Apesar da isenção, essas transações ainda estarão sujeitas ao ICMS, com alíquotas definidas pelos estados. Segundo a relatora, senadora Leila Barros (PDT-DF), a medida visa beneficiar consumidores de menor renda, promovendo justiça tributária.

A reformulação do Decreto-Lei 1.804 permite ao ministro da Fazenda ajustar as alíquotas, reduzindo-as para zero até US$ 50 e estabelecendo até 30% para remessas de até US$ 3 mil. A legislação anterior estabelecia alíquotas mínimas de 20% e 60%, respectivamente.

No entanto, as compras seguirão sendo monitoradas para coibir fraudes.
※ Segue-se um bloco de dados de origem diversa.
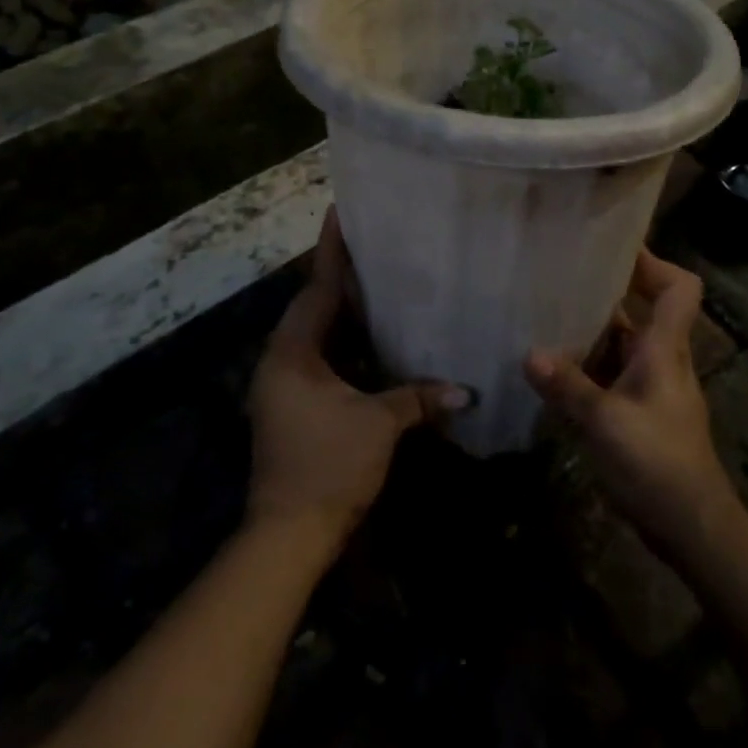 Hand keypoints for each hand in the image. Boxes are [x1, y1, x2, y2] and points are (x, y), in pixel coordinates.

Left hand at [246, 210, 468, 552]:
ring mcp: (285, 385)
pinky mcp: (294, 405)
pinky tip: (372, 338)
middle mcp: (282, 360)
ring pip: (318, 334)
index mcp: (293, 352)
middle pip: (315, 306)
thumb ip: (418, 398)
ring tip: (378, 281)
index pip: (318, 288)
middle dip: (343, 276)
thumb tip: (465, 391)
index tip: (340, 211)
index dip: (332, 250)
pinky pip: (321, 358)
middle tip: (375, 243)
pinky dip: (345, 343)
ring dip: (344, 311)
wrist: (288, 536)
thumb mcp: (378, 425)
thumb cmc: (329, 466)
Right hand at [526, 250, 742, 560]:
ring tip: (546, 315)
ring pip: (622, 344)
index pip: (679, 289)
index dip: (654, 262)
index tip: (616, 247)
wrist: (692, 527)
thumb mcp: (606, 423)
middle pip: (644, 310)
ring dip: (591, 331)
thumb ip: (568, 387)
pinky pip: (611, 374)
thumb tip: (529, 354)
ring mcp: (651, 388)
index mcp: (665, 350)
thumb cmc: (658, 464)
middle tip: (562, 276)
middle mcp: (662, 360)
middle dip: (607, 291)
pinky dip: (587, 366)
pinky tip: (554, 369)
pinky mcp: (639, 413)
Leila explicou que as plataformas de comércio eletrônico serão submetidas a regras de fiscalização e transparência para proteger o mercado local.

Também foi aprovada isenção para medicamentos sem equivalente nacional, adquiridos por pessoas físicas para tratar doenças raras, conforme a classificação da Anvisa.

De acordo com o texto, o Ministério da Fazenda realizará avaliações semestrais sobre os impactos econômicos das alterações, considerando emprego, preço de produtos e competitividade do comércio e indústria locais.

As plataformas de e-commerce precisarão adotar medidas contra venda ilegal e subfaturamento, reportando dados ao Conselho Nacional de Combate à Pirataria.